Mt 5,1-12
Dans les évangiles, on nous décrit le Royaume de Dieu de nombreuses manières. Presque toujours à travers des paraboles simples, qui étaient – et sont encore – compréhensibles et proches. Nous comprenons tous ce qu’est une graine de moutarde qui grandit, un peu de levure qui fait fermenter une pâte, un trésor caché dans un champ ou une perle précieuse qui est soudainement découverte… Tout nous parle de quelque chose de petit, qui passe inaperçu au premier abord, mais qui recèle en lui la promesse de joie, de croissance et de vie.
Le Discours de la montagne est une autre façon de décrire ce Royaume de Dieu. Matthieu et Luc nous offrent chacun une version de ce discours, nous rapprochant de ce que Jésus a enseigné et le transmettant chacun à partir de son contexte et avec ses nuances théologiques. Matthieu (dont l’évangile est celui que nous lisons aujourd’hui) décrit Jésus proclamant ces paroles depuis une montagne, ce qui nous transporte vers un autre mont, le Sinaï, et un autre discours, celui de Moïse lorsqu’il présente au peuple d’Israël les tables de la Loi.
De cette façon, l’évangéliste nous montre Jésus comme le nouveau Moïse, celui qui présente et actualise la volonté de Dieu, le désir que Dieu a pour l’humanité, pour ses filles et ses fils, et celui qui libère du joug de toute esclavage.
De la bouche de Jésus, nous entendons continuellement “bienheureux”, qui est la traduction la plus habituelle de μακάριοι, un terme que nous pouvons également traduire par “heureux“, “dits“, “fortuits“… Ainsi, Jésus souhaite que les personnes qui l’écoutent se sentent joyeuses et heureuses face à des circonstances qui, a priori, nous semblent impossibles à reconnaître comme “fortuites”. Comment être heureux quand on pleure, qu’on vit dans la pauvreté ou qu’on est persécuté ? Comment être heureux en optant pour la mansuétude, la miséricorde, la paix… en ayant un cœur pur, sans haine ni méchanceté quand autour on ne vit que violence, abus, injustice…? Quelle folie est-ce que prononce le Maître !
Cependant, ceux qui l’écoutaient à ce moment-là, ceux qui l’avaient cherché pour être guéris ou délivrés par Lui, ressentaient une grande joie en entendant ces paroles, car ils sentaient qu’elles étaient adressées à eux. De cette manière, Jésus leur répétait qu’ils étaient les préférés de Dieu et qu’ils étaient aimés par Lui. C’étaient eux qu’il appelait « bien-heureux » et ils se sentaient bénis et accueillis par Jésus, faisant partie de son groupe. Ce message résonnerait à leurs oreilles comme un espoir : le Royaume de Dieu est en train d’éclater et vous en faites partie !
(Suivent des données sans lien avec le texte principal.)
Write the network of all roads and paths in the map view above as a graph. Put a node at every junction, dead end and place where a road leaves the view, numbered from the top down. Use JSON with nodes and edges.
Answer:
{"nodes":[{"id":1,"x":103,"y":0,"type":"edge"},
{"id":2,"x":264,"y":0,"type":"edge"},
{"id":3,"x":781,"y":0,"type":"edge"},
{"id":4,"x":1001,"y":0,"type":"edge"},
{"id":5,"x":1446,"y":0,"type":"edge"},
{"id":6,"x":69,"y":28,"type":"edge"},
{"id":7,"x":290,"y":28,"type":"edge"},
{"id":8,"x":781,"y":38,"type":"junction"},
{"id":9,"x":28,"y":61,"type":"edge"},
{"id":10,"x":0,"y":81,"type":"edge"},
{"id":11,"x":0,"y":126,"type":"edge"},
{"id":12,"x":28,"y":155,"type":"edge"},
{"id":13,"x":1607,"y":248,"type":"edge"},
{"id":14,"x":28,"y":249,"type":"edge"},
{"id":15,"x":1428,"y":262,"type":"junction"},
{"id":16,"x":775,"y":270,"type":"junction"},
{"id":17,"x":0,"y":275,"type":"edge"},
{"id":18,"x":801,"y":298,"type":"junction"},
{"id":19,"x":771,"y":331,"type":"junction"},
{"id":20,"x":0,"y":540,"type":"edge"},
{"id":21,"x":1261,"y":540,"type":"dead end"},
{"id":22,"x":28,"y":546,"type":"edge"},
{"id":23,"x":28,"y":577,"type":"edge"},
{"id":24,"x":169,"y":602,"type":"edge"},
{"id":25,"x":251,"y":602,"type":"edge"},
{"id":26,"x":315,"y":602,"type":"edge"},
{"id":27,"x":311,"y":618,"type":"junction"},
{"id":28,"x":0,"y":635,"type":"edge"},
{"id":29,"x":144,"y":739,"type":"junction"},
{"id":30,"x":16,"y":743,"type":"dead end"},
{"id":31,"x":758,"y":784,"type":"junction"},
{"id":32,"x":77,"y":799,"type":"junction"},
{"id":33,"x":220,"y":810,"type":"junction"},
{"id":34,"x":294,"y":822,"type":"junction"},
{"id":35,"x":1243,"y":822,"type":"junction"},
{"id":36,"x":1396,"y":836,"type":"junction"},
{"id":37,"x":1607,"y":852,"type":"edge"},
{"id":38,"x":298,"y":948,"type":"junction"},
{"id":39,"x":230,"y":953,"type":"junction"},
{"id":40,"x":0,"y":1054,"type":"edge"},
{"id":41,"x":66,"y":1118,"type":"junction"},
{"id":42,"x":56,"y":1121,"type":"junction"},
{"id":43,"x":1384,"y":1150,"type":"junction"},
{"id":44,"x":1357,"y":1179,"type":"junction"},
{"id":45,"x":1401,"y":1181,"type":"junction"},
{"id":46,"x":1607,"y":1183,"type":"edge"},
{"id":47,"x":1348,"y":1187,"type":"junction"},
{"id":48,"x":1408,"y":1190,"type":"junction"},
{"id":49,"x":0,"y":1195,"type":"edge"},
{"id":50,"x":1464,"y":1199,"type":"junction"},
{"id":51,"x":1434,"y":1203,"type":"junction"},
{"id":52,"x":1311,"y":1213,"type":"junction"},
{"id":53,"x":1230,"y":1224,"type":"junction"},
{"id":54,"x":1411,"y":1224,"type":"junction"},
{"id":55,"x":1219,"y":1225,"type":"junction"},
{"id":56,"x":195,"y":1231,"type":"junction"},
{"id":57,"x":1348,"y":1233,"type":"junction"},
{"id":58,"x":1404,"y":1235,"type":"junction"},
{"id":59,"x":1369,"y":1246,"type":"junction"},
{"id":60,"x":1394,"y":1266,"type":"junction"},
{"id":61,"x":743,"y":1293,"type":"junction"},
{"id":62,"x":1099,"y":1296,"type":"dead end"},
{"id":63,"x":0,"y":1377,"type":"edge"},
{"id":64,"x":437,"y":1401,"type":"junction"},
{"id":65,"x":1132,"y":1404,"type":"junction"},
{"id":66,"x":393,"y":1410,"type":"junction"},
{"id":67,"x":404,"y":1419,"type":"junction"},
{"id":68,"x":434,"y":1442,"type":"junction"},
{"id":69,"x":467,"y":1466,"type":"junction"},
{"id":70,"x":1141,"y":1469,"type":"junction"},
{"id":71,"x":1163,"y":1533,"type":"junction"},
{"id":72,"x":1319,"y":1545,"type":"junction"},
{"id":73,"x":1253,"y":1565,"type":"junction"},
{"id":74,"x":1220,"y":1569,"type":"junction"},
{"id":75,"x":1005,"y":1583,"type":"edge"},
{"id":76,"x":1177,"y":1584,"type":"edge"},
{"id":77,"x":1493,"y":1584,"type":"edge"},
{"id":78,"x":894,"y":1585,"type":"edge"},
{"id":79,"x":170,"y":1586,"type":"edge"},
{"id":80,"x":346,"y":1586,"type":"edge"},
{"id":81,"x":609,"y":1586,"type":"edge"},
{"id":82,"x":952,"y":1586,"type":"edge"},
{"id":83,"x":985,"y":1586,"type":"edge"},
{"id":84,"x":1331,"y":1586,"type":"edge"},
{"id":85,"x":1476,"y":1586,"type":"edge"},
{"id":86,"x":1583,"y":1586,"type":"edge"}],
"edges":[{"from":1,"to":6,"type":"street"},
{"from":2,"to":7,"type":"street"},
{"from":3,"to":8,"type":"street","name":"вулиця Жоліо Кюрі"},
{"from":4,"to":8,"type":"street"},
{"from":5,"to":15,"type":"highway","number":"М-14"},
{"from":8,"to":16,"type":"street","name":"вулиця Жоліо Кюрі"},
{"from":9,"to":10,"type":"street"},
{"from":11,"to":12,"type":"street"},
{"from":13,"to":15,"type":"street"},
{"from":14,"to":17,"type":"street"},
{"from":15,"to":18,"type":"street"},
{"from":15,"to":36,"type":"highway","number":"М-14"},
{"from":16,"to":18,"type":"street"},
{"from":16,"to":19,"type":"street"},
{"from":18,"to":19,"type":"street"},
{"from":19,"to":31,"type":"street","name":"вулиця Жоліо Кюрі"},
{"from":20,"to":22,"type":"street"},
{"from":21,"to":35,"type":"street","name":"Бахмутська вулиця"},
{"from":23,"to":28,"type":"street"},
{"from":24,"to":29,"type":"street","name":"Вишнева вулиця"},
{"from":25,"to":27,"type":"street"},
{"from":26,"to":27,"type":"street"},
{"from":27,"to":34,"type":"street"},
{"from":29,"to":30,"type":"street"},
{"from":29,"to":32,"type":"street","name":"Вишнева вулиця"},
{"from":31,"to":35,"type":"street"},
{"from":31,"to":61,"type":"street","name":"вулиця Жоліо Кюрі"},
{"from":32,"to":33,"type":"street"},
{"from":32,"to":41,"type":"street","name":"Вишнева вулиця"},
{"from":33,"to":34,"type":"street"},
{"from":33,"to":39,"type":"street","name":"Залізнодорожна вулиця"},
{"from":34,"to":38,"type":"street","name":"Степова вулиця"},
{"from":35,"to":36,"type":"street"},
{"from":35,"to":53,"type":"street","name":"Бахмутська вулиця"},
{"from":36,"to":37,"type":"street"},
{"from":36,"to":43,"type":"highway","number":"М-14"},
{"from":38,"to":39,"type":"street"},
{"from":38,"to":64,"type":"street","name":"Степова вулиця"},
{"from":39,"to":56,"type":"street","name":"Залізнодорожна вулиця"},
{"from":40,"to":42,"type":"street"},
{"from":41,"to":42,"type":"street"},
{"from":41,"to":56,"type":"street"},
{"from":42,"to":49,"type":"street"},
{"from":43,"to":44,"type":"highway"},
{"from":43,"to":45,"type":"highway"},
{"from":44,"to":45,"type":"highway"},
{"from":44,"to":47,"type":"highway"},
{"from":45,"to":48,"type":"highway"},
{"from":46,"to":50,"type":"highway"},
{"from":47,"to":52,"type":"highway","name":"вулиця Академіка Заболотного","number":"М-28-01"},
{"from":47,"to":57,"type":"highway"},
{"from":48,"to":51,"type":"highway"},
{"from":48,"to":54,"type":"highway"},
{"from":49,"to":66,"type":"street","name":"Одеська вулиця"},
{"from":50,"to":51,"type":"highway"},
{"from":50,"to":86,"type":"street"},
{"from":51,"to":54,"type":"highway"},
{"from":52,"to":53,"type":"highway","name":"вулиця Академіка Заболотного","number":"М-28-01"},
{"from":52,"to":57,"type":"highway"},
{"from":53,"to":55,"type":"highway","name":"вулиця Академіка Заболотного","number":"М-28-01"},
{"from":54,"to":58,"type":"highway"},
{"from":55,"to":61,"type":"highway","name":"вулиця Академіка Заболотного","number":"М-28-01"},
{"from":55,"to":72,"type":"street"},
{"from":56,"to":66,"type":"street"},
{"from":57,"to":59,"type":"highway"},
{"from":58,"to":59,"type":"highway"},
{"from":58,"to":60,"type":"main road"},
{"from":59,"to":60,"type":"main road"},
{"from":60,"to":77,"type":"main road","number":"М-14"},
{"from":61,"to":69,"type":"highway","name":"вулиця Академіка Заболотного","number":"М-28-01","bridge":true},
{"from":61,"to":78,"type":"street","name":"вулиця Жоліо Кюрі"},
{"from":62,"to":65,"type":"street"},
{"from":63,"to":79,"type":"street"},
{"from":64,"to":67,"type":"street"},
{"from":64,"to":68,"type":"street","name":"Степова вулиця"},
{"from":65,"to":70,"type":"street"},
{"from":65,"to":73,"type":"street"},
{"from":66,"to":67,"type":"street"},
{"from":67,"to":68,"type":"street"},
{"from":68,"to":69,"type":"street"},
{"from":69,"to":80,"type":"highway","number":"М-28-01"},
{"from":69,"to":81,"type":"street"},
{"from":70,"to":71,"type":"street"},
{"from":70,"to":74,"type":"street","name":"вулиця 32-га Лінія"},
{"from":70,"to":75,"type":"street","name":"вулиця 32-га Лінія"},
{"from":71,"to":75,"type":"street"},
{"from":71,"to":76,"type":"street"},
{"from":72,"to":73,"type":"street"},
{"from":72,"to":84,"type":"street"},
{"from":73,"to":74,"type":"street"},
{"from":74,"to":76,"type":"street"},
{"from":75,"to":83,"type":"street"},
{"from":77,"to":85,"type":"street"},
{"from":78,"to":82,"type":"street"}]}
Il n’est pas que Jésus veuille que nous considérions la souffrance, la pauvreté ou la persécution comme des réalités positives. Il n’est pas que nous devions chercher d’une manière ou d’une autre la souffrance ou la douleur. Ce sont des maux opposés au vouloir de Dieu et Jésus ne les souhaite à personne, mais il encourage à les affronter comme il l’a fait lui-même : avec amour, avec mansuétude, paix et bonté. Ce sont ces attitudes et non leurs contraires qui rendent possible la croissance du Royaume de Dieu, comme la petite semence de moutarde ou la levure dans la pâte.
C’est pourquoi cet évangile est pour tous. Peut-être que nous ne sommes pas pauvres ou que nous ne sommes pas persécutés, mais nous pouvons choisir de quel côté nous nous positionnons et avec quelles attitudes nous vivons. Dans ces moments où il semble que la violence et l’oppression élèvent leur voix à l’échelle mondiale, où les pouvoirs politiques et économiques montrent le visage le plus vorace de l’avarice, quelle est notre position ? Quelles sont nos options ? Ce n’est que si nous partageons véritablement la cause de ceux qui souffrent, de ceux qui pleurent ou sont persécutés aujourd’hui, si nous expérimentons avec force la faim et la soif de justice, si nous optons pour la paix et la bonté dans le petit et concret du quotidien, ces mots que nous entendons aujourd’hui nous rempliront d’une joie profonde.
Ce n’est que là que nous pourrons entendre “sed felices” et, malgré la douleur ou la souffrance que nous pourrions ressentir, notre cœur se remplira d’une joie et d’une paix qu’aucun ni aucun ne pourra nous enlever.